> _Activity_
An exact copy of all entries is required.

(Stored data entries)
◆ ◆ ◆ ◆ ◆ ◆ ◆

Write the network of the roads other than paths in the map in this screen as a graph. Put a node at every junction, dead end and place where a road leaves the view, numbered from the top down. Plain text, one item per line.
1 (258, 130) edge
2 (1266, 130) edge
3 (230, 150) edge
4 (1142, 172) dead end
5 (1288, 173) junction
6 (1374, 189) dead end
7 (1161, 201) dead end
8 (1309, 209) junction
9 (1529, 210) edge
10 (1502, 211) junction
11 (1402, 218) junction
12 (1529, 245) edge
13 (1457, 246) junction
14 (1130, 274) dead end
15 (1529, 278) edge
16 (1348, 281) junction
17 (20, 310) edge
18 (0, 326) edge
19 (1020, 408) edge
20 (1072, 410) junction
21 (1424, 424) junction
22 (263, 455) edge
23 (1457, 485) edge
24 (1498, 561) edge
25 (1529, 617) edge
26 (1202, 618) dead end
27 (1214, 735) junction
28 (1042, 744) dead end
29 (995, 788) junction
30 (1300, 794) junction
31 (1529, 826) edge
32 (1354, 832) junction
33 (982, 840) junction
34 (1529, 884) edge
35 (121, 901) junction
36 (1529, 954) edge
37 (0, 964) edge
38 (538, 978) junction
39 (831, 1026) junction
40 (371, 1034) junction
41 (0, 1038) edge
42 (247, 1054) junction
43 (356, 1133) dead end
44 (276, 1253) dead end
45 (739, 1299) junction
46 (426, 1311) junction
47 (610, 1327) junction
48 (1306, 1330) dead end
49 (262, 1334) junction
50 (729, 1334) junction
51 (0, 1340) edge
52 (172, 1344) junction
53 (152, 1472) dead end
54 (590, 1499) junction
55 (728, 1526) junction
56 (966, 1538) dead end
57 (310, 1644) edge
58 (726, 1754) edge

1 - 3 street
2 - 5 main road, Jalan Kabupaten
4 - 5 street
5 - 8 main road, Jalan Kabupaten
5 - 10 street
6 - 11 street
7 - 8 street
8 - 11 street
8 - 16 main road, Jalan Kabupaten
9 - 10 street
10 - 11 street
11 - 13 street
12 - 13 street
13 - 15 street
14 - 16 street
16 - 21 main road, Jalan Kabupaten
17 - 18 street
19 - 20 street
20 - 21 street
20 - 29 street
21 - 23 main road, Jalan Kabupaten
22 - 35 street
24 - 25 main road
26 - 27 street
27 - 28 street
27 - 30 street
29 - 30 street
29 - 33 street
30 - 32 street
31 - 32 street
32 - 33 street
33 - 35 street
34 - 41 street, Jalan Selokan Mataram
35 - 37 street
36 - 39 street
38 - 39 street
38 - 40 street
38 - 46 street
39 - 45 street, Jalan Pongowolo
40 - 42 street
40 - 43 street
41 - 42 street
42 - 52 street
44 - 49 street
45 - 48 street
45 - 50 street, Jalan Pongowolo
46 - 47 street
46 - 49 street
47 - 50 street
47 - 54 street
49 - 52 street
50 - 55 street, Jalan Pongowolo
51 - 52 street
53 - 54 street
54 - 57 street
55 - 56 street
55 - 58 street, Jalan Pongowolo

◆ ◆ ◆ ◆ ◆ ◆ ◆

> _Result of this exercise_
Write the network of the roads other than paths in the map in this screen as a graph. Put a node at every junction, dead end and place where a road leaves the view, numbered from the top down. Plain text, one item per line.
1 (258, 130) edge
2 (1266, 130) edge
3 (230, 150) edge
4 (1142, 172) dead end
5 (1288, 173) junction
6 (1374, 189) dead end
7 (1161, 201) dead end
8 (1309, 209) junction
9 (1529, 210) edge
10 (1502, 211) junction
11 (1402, 218) junction
12 (1529, 245) edge
13 (1457, 246) junction
14 (1130, 274) dead end
15 (1529, 278) edge
16 (1348, 281) junction
17 (20, 310) edge
18 (0, 326) edge
19 (1020, 408) edge
20 (1072, 410) junction
21 (1424, 424) junction
22 (263, 455) edge
23 (1457, 485) edge
24 (1498, 561) edge
25 (1529, 617) edge
26 (1202, 618) dead end
27 (1214, 735) junction
28 (1042, 744) dead end
29 (995, 788) junction
30 (1300, 794) junction
31 (1529, 826) edge
32 (1354, 832) junction
33 (982, 840) junction
34 (1529, 884) edge
35 (121, 901) junction
36 (1529, 954) edge
37 (0, 964) edge
38 (538, 978) junction
39 (831, 1026) junction
40 (371, 1034) junction
41 (0, 1038) edge
42 (247, 1054) junction
43 (356, 1133) dead end
44 (276, 1253) dead end
45 (739, 1299) junction
46 (426, 1311) junction
47 (610, 1327) junction
48 (1306, 1330) dead end
49 (262, 1334) junction
50 (729, 1334) junction
51 (0, 1340) edge
52 (172, 1344) junction
53 (152, 1472) dead end
54 (590, 1499) junction
55 (728, 1526) junction
56 (966, 1538) dead end
57 (310, 1644) edge
58 (726, 1754) edge

1 - 3 street
2 - 5 main road, Jalan Kabupaten
4 - 5 street
5 - 8 main road, Jalan Kabupaten
5 - 10 street
6 - 11 street
7 - 8 street
8 - 11 street
8 - 16 main road, Jalan Kabupaten
9 - 10 street
10 - 11 street
11 - 13 street
12 - 13 street
13 - 15 street
14 - 16 street
16 - 21 main road, Jalan Kabupaten
17 - 18 street
19 - 20 street
20 - 21 street
20 - 29 street
21 - 23 main road, Jalan Kabupaten
22 - 35 street
24 - 25 main road
26 - 27 street
27 - 28 street
27 - 30 street
29 - 30 street
29 - 33 street
30 - 32 street
31 - 32 street
32 - 33 street
33 - 35 street
34 - 41 street, Jalan Selokan Mataram
35 - 37 street
36 - 39 street
38 - 39 street
38 - 40 street
38 - 46 street
39 - 45 street, Jalan Pongowolo
40 - 42 street
40 - 43 street
41 - 42 street
42 - 52 street
44 - 49 street
45 - 48 street
45 - 50 street, Jalan Pongowolo
46 - 47 street
46 - 49 street
47 - 50 street
47 - 54 street
49 - 52 street
50 - 55 street, Jalan Pongowolo
51 - 52 street
53 - 54 street
54 - 57 street
55 - 56 street
55 - 58 street, Jalan Pongowolo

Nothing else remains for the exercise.